Segment Start: Task material

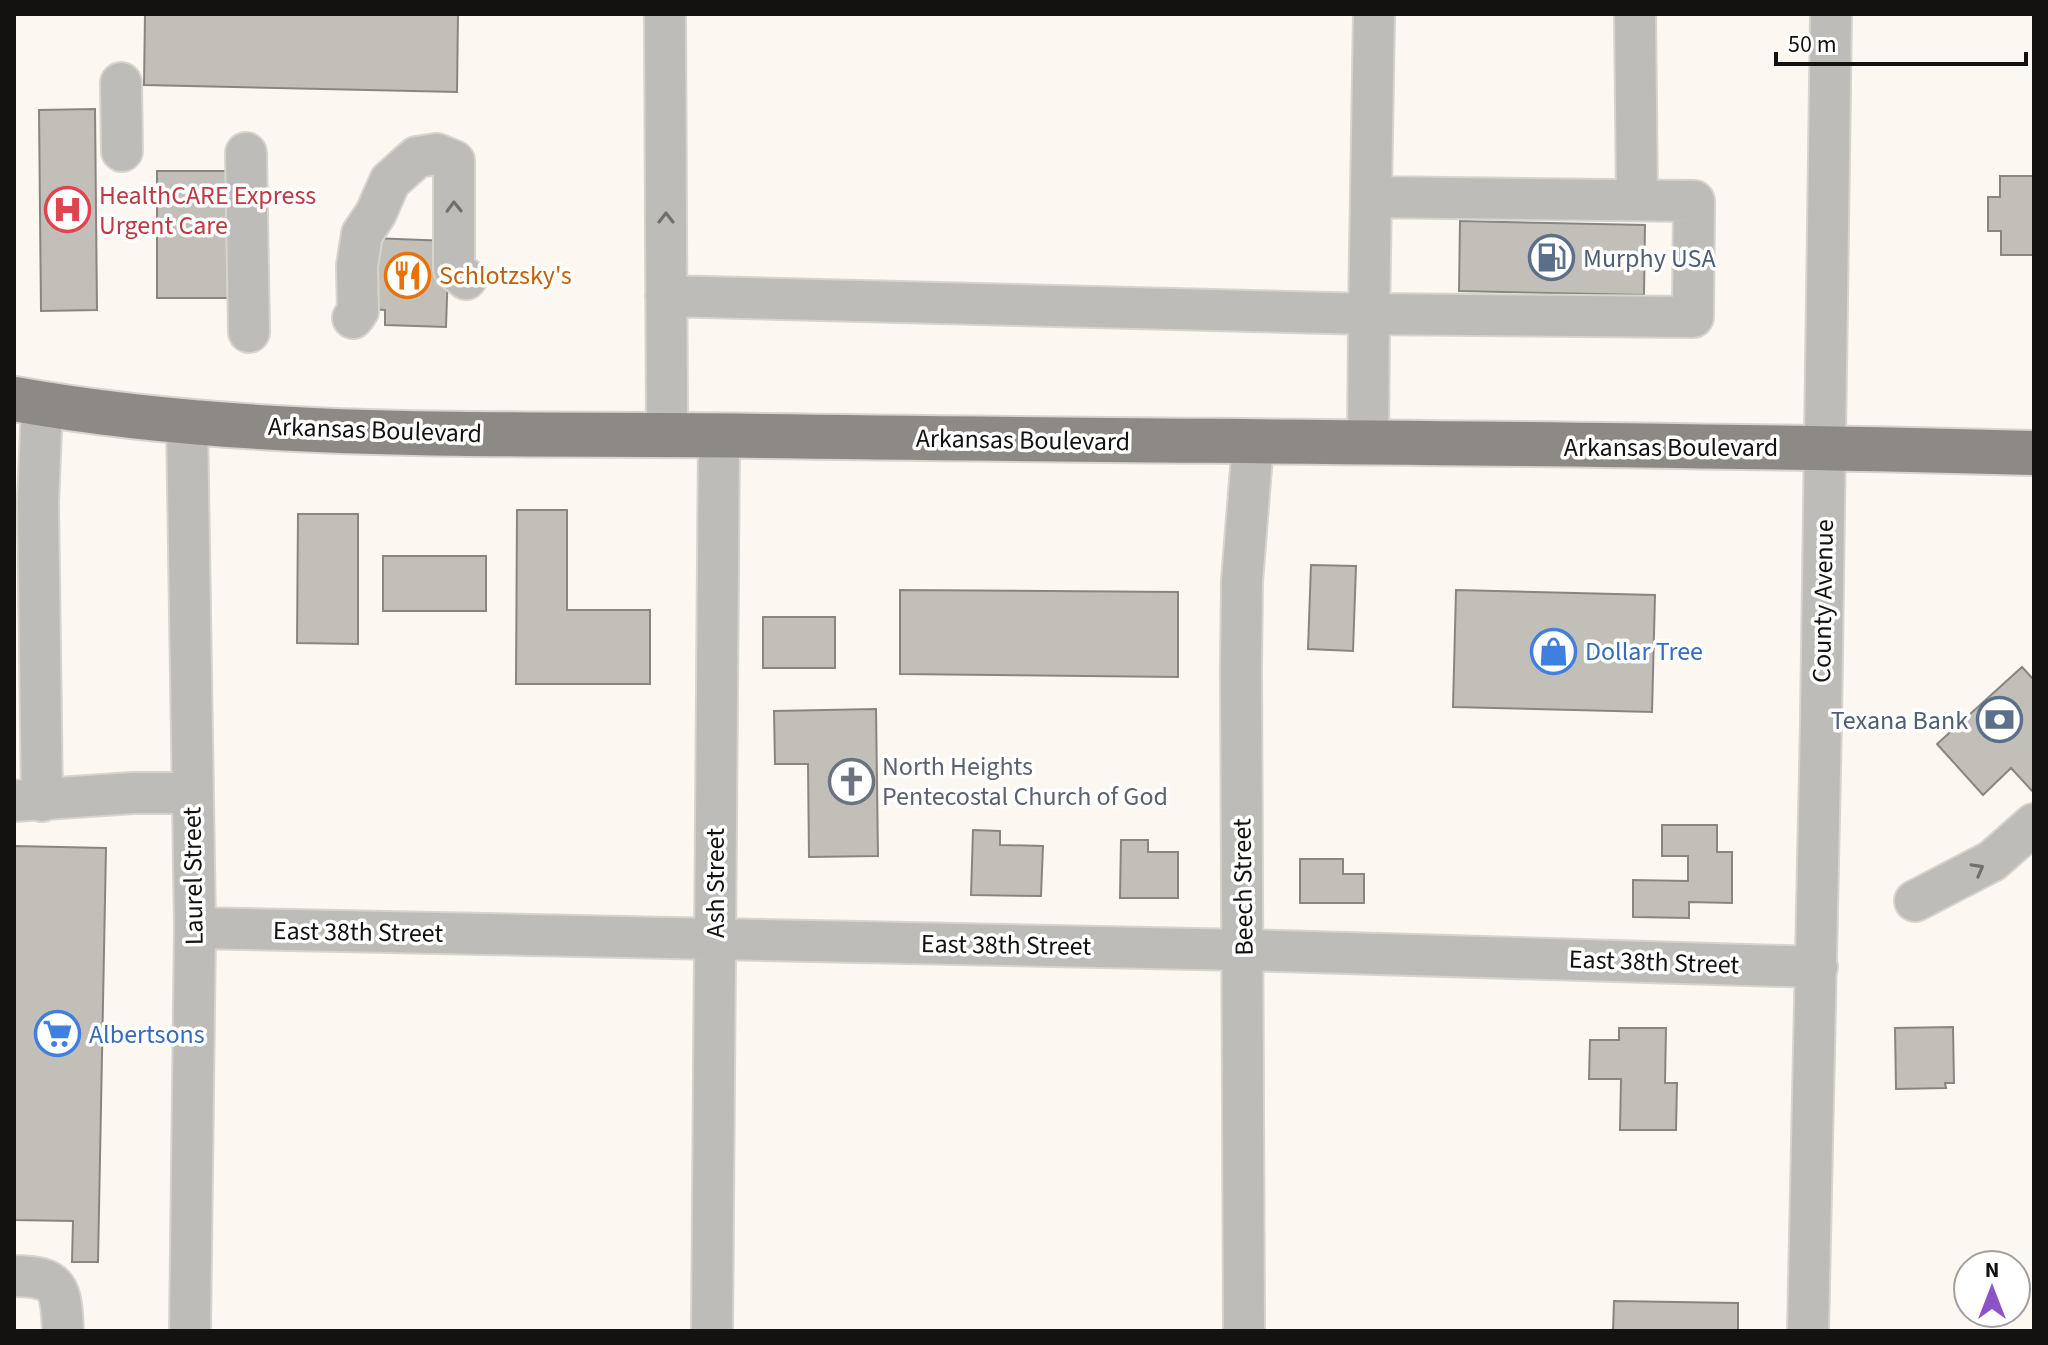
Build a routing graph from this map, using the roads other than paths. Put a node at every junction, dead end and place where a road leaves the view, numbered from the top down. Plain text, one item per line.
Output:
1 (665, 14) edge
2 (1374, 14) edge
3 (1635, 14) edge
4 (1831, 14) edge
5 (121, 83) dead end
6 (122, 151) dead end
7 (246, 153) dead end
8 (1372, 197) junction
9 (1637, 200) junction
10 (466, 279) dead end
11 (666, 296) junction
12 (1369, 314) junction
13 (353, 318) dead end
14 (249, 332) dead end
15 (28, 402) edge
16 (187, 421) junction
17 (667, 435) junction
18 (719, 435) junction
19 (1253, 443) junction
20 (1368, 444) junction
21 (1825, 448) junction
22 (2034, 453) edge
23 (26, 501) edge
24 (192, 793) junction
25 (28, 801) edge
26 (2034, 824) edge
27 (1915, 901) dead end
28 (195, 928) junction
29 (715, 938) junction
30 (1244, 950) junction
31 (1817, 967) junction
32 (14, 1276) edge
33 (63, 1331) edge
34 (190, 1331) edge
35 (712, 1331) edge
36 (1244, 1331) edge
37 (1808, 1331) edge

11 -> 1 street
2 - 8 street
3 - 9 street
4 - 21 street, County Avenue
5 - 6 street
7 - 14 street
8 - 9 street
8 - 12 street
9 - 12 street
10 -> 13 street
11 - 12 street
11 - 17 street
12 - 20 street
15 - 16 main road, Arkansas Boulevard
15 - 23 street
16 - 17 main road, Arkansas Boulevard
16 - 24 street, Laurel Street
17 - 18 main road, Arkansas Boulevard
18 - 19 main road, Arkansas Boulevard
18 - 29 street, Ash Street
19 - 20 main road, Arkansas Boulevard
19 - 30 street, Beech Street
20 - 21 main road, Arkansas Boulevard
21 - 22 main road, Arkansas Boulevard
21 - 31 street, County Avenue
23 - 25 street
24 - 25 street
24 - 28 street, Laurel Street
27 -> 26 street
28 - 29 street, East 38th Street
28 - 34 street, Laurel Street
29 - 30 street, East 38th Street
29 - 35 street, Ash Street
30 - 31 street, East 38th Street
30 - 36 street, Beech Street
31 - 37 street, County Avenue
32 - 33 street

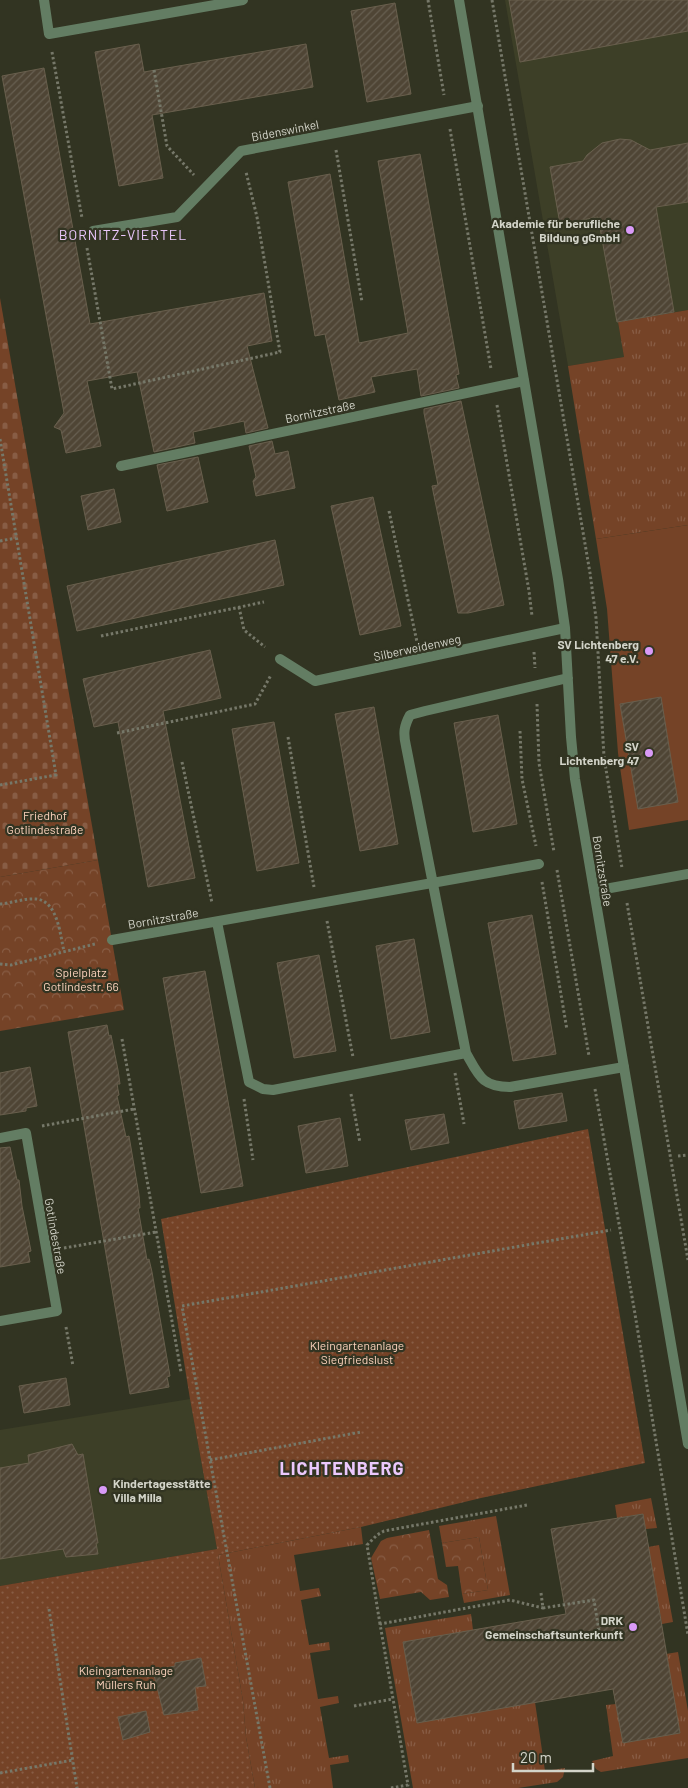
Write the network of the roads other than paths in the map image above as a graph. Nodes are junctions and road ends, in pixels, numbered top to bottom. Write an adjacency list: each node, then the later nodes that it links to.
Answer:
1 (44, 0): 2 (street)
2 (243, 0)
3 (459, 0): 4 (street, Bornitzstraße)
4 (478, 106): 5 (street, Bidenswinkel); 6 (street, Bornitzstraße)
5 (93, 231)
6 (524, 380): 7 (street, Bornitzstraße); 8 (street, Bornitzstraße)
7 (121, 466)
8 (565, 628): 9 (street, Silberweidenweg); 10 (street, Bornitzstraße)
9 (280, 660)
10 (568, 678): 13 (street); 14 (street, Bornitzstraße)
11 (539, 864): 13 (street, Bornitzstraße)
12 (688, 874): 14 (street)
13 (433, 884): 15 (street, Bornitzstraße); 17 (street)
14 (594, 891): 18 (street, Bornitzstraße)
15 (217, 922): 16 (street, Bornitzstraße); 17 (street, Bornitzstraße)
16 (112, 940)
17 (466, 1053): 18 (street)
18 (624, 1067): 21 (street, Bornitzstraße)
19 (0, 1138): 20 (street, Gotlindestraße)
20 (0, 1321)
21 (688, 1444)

Segment End: Task material

Filter the records down to the lines that contain the string "roads", and copy those lines.

Completed task:
Build a routing graph from this map, using the roads other than paths. Put a node at every junction, dead end and place where a road leaves the view, numbered from the top down. Plain text, one item per line.
Write the network of the roads other than paths in the map image above as a graph. Nodes are junctions and road ends, in pixels, numbered top to bottom. Write an adjacency list: each node, then the later nodes that it links to.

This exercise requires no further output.